Face à tout cela, les égyptiens semblent partagés. Il y a ceux qui veulent maintenir la pression sur le conseil jusqu'à voir leurs demandes se concrétiser. Et il y a ceux qui soutiennent le conseil suprême et souhaitent patienter jusqu'à ce qu'une nouvelle administration civile prenne le pouvoir. C'est peut-être cette seconde catégorie qui englobe la grande majorité des Egyptiens : c'est en effet sous les hourras et les vivas que la place Tahrir a été délogée le 1er août de ses occupants qui avaient décidé de continuer leur sit-in pour défendre les acquis de la révolution. Tout comme une marche pacifique qui se dirigeait vers le ministère de la défense s'est terminée en un affrontement sanglant entre manifestants et habitants du quartier. Les accusations de trahisons se multiplient. Les journalistes ne sont pas les bienvenus, qu'ils soient étrangers ou égyptiens. Certains citoyens, prenant très à cœur l'avenir de leur pays, et croyant dur comme fer à la théorie du complot répétée à longueur de journée par les généraux du Conseil suprême, arrêtent tous ceux qui leur semblent "différents" (cheveux trop longs, faciès étrangers, tenue exubérante…) et les conduisent aux postes de police ou chez les militaires, en croyant avoir sous la main un espion.

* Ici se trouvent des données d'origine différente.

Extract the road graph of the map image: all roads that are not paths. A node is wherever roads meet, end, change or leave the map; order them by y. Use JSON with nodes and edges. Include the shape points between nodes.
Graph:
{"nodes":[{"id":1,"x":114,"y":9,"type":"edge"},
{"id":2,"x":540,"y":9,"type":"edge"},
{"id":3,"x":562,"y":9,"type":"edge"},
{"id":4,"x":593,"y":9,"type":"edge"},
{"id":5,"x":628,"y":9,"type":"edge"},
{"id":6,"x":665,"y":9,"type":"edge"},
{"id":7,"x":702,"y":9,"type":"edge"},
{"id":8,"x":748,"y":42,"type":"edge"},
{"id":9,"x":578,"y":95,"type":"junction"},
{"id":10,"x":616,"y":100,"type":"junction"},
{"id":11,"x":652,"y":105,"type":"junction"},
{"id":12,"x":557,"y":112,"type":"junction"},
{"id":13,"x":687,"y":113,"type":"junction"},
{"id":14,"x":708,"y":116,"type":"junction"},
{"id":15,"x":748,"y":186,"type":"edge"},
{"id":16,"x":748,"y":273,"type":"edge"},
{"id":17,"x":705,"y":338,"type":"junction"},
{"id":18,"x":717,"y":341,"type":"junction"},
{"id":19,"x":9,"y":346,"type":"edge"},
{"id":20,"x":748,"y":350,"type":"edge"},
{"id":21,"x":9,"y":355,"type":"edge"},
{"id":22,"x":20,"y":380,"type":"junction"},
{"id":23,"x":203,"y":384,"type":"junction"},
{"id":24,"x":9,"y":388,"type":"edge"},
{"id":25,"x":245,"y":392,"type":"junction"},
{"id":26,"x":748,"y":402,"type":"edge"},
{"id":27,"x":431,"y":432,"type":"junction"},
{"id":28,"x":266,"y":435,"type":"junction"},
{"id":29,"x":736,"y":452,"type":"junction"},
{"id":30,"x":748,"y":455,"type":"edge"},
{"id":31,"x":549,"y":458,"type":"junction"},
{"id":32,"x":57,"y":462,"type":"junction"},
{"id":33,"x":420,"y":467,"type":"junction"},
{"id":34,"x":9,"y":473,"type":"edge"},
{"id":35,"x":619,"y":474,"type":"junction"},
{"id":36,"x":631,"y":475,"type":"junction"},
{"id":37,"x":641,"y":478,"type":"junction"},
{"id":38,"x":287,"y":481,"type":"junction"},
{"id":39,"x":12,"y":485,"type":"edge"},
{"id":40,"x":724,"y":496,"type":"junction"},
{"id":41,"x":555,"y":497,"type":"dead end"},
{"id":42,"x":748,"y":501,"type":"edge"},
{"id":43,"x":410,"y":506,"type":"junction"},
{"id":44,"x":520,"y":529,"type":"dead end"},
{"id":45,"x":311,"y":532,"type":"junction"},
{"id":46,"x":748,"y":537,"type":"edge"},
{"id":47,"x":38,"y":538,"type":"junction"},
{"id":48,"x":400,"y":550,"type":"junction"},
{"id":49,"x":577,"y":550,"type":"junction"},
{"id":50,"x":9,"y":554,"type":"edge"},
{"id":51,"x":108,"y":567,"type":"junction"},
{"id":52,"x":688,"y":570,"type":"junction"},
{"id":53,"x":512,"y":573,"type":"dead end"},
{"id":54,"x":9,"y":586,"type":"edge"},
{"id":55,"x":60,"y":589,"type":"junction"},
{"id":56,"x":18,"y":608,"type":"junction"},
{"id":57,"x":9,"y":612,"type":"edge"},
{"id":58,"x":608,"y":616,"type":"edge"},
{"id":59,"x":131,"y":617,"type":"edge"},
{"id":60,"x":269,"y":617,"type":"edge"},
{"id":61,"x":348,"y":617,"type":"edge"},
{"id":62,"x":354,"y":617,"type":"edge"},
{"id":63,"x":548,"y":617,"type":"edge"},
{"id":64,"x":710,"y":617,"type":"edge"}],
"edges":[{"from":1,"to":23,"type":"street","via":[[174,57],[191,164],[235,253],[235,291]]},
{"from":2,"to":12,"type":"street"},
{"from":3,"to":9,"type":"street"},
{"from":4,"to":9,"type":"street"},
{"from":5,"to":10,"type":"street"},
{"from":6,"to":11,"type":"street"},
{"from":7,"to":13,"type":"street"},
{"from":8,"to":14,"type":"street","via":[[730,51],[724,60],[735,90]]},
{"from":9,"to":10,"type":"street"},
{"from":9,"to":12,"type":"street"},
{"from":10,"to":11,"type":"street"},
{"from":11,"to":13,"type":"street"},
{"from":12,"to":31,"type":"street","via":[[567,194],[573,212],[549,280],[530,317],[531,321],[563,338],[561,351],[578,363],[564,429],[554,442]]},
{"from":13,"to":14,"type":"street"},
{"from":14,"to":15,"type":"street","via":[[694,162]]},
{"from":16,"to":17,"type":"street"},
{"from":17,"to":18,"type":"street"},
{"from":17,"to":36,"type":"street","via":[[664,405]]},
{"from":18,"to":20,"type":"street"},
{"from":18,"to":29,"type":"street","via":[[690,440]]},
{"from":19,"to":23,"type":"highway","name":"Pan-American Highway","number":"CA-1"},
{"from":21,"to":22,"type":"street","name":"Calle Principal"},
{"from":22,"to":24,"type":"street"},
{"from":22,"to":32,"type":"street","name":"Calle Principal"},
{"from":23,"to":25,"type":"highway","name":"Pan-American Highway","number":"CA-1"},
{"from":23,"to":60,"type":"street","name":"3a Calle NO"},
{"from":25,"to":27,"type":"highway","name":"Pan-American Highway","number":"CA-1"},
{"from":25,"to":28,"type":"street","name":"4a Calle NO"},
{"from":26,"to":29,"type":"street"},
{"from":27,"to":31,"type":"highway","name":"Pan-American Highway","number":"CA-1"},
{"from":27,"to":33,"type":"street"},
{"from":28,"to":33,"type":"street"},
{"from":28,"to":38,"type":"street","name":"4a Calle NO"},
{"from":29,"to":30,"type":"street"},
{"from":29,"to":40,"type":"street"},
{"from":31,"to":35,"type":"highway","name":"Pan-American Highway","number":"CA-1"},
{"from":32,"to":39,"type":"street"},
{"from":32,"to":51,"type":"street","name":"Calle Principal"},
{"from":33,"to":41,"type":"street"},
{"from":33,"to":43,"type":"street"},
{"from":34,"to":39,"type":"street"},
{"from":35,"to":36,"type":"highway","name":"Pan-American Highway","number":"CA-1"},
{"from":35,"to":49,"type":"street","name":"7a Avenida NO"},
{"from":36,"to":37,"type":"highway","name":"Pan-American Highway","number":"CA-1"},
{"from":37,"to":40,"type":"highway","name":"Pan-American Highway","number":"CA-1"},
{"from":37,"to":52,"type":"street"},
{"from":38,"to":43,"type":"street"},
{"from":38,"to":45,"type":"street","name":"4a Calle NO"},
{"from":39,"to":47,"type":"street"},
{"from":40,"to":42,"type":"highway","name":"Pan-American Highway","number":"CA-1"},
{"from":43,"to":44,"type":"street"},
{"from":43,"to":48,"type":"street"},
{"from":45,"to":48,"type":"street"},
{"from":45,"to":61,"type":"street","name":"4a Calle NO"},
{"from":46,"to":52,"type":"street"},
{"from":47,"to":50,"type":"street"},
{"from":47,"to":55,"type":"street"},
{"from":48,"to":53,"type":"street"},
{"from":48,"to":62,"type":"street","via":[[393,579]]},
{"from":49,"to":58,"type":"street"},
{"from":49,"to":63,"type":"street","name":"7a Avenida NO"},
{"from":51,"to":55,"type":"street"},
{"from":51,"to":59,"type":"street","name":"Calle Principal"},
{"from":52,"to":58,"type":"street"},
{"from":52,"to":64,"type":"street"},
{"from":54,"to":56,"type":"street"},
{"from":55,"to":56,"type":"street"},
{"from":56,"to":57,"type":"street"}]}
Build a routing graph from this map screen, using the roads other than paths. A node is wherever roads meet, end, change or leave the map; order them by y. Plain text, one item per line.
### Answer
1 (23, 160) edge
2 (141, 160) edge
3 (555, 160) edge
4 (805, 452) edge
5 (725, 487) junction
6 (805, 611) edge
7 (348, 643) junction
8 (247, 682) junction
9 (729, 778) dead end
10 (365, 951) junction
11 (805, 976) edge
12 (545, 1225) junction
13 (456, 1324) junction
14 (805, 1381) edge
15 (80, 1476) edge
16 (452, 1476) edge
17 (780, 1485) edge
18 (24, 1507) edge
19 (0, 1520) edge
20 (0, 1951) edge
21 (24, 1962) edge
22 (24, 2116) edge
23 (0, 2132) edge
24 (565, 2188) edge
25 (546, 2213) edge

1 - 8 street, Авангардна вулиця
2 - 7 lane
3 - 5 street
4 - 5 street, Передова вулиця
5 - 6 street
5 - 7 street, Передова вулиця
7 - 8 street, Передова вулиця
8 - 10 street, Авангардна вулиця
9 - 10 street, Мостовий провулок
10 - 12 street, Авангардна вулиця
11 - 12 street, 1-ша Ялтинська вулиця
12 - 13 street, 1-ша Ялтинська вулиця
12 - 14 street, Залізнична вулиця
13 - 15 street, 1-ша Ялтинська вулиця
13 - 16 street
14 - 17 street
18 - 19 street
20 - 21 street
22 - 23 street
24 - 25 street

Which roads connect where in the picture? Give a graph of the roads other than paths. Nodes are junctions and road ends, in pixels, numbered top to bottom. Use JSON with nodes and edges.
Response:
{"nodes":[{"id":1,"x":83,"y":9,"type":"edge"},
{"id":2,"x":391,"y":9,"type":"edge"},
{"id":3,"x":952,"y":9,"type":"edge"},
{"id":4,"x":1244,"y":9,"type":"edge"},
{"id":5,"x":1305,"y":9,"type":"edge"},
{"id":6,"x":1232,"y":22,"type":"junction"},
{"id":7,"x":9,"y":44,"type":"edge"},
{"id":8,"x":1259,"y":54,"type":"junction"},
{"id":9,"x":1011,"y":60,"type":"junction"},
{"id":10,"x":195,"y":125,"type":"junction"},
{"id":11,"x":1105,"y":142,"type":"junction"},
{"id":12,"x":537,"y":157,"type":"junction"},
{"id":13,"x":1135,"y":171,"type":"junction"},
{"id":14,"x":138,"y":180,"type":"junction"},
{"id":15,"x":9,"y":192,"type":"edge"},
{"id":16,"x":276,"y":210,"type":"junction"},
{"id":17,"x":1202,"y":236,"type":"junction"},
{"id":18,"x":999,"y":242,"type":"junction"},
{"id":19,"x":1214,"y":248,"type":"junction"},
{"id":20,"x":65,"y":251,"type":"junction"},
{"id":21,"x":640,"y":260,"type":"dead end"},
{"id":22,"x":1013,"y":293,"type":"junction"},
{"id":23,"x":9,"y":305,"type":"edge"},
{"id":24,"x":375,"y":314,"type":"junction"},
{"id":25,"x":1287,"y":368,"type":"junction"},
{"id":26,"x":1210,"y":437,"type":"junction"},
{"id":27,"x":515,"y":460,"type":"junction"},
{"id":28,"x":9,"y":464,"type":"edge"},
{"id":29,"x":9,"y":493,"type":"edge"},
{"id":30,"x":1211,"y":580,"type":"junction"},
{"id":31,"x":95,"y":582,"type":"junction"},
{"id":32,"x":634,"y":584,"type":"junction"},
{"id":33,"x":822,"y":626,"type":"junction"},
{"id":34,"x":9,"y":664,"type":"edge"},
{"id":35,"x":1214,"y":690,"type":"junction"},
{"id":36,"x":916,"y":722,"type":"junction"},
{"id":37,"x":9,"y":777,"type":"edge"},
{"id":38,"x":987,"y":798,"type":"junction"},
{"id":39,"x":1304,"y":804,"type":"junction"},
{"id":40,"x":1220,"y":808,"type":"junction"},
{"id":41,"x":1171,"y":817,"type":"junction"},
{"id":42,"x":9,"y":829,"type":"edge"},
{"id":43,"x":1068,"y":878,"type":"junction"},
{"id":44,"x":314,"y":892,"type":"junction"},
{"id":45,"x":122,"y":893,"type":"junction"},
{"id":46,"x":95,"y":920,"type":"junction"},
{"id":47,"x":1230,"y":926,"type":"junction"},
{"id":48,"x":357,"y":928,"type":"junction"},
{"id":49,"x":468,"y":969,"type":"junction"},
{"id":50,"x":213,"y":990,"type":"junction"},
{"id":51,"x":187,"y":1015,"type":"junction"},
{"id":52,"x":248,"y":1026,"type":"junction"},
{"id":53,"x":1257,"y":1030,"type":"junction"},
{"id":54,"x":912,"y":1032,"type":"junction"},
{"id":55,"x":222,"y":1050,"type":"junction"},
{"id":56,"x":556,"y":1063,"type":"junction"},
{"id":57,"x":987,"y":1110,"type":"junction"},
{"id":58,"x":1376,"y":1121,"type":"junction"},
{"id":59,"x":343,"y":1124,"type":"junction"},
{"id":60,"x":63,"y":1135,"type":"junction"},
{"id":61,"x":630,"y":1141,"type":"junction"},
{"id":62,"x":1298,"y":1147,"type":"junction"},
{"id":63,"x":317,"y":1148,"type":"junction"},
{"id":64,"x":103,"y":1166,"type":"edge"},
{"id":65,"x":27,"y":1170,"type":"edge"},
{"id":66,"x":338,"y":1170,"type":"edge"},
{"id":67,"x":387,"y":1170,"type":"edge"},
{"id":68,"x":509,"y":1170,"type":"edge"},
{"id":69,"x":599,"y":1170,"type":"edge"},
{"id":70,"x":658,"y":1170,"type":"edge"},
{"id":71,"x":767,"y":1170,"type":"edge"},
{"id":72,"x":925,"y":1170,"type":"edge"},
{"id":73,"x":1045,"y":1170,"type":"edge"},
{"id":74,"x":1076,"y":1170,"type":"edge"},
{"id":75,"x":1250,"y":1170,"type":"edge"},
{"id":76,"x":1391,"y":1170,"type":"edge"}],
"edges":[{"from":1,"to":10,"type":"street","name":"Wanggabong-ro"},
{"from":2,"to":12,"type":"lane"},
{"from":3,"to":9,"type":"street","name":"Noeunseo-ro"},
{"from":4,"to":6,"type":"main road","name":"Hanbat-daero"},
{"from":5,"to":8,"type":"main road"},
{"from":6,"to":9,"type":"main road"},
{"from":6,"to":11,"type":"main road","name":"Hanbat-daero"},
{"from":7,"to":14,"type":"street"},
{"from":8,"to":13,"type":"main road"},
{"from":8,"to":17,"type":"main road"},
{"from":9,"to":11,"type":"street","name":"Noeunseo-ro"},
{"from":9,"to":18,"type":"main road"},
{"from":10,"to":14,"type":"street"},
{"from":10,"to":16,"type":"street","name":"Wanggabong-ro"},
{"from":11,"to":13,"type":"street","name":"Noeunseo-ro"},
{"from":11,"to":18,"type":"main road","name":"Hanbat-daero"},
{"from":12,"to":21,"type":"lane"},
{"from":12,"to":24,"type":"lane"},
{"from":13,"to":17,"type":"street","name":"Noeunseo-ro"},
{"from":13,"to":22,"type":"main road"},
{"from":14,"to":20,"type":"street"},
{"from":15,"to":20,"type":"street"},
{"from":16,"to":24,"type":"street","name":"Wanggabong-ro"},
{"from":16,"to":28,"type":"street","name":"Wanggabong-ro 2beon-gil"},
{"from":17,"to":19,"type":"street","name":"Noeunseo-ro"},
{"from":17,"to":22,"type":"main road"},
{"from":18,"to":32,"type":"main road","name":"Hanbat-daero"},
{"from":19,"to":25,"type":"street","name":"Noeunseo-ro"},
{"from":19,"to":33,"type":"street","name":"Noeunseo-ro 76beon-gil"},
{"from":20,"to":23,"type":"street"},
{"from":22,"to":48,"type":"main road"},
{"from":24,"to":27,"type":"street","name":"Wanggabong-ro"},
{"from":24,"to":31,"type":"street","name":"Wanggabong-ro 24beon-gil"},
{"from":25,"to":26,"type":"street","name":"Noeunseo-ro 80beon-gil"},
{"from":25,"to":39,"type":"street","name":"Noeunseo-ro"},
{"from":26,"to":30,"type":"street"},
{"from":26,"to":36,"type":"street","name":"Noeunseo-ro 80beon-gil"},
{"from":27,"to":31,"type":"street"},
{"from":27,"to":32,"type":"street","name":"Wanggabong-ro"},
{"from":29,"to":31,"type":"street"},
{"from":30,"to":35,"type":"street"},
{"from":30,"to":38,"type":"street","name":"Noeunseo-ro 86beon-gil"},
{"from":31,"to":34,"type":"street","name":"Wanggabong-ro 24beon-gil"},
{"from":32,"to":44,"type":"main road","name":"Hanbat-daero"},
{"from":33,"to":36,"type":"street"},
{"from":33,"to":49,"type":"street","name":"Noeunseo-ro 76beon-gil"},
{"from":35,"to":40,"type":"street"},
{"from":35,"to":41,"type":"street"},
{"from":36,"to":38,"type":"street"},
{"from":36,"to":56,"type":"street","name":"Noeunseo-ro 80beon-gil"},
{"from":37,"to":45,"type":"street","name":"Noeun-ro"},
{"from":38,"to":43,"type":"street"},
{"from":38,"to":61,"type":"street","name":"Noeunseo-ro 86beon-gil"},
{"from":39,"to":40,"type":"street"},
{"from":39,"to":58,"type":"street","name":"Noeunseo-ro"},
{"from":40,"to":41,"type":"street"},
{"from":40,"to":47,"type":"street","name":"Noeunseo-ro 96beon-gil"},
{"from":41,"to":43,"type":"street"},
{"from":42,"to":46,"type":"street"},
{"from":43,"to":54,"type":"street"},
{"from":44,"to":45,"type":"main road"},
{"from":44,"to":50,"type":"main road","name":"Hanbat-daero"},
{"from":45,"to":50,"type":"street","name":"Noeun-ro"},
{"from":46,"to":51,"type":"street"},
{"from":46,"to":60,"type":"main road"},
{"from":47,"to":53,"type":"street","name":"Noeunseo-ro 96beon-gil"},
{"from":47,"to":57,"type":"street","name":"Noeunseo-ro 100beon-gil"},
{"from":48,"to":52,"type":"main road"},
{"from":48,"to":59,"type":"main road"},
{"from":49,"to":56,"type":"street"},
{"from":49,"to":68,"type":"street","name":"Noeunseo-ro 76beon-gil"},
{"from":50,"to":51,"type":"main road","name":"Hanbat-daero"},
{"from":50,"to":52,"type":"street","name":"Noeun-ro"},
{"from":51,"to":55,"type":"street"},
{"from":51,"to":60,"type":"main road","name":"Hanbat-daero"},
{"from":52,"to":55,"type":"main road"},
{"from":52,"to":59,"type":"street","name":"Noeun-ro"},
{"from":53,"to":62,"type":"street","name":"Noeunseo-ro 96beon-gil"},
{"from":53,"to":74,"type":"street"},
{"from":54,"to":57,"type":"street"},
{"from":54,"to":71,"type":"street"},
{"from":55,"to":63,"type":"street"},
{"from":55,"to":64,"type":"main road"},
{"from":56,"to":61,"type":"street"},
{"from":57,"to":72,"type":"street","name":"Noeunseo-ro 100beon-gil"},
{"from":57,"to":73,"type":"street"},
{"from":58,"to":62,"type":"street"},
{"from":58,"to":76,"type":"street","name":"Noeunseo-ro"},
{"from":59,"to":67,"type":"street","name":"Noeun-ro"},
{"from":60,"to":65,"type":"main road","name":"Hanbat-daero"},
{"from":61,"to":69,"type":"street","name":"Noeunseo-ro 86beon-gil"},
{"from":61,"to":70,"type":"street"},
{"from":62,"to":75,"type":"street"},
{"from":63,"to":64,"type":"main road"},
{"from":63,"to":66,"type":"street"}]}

Et il y a la majorité silencieuse. Cette majorité que l'on a crue sortie de son marasme après la révolution du 25 janvier. Mais qui semble être revenue à ses vieilles habitudes après quelques jours de promenade sur la désormais emblématique place Tahrir. Celle qui a les moyens de rejoindre la côte méditerranéenne et ses villages de vacances. Ou qui essaie de survivre tant bien que mal dans les quartiers informels de la capitale.

Mais Rome ne s'est pas construite en un jour, et parce que le pessimisme est un luxe en ces temps incertains, il faut rester optimiste. Et rappeler, à ceux qui commencent déjà à regretter les jours de l'ancien dictateur, cette sage parole de Benjamin Franklin : "Un peuple prêt à sacrifier un peu de liberté pour un peu de sécurité ne mérite ni l'une ni l'autre, et finit par perdre les deux."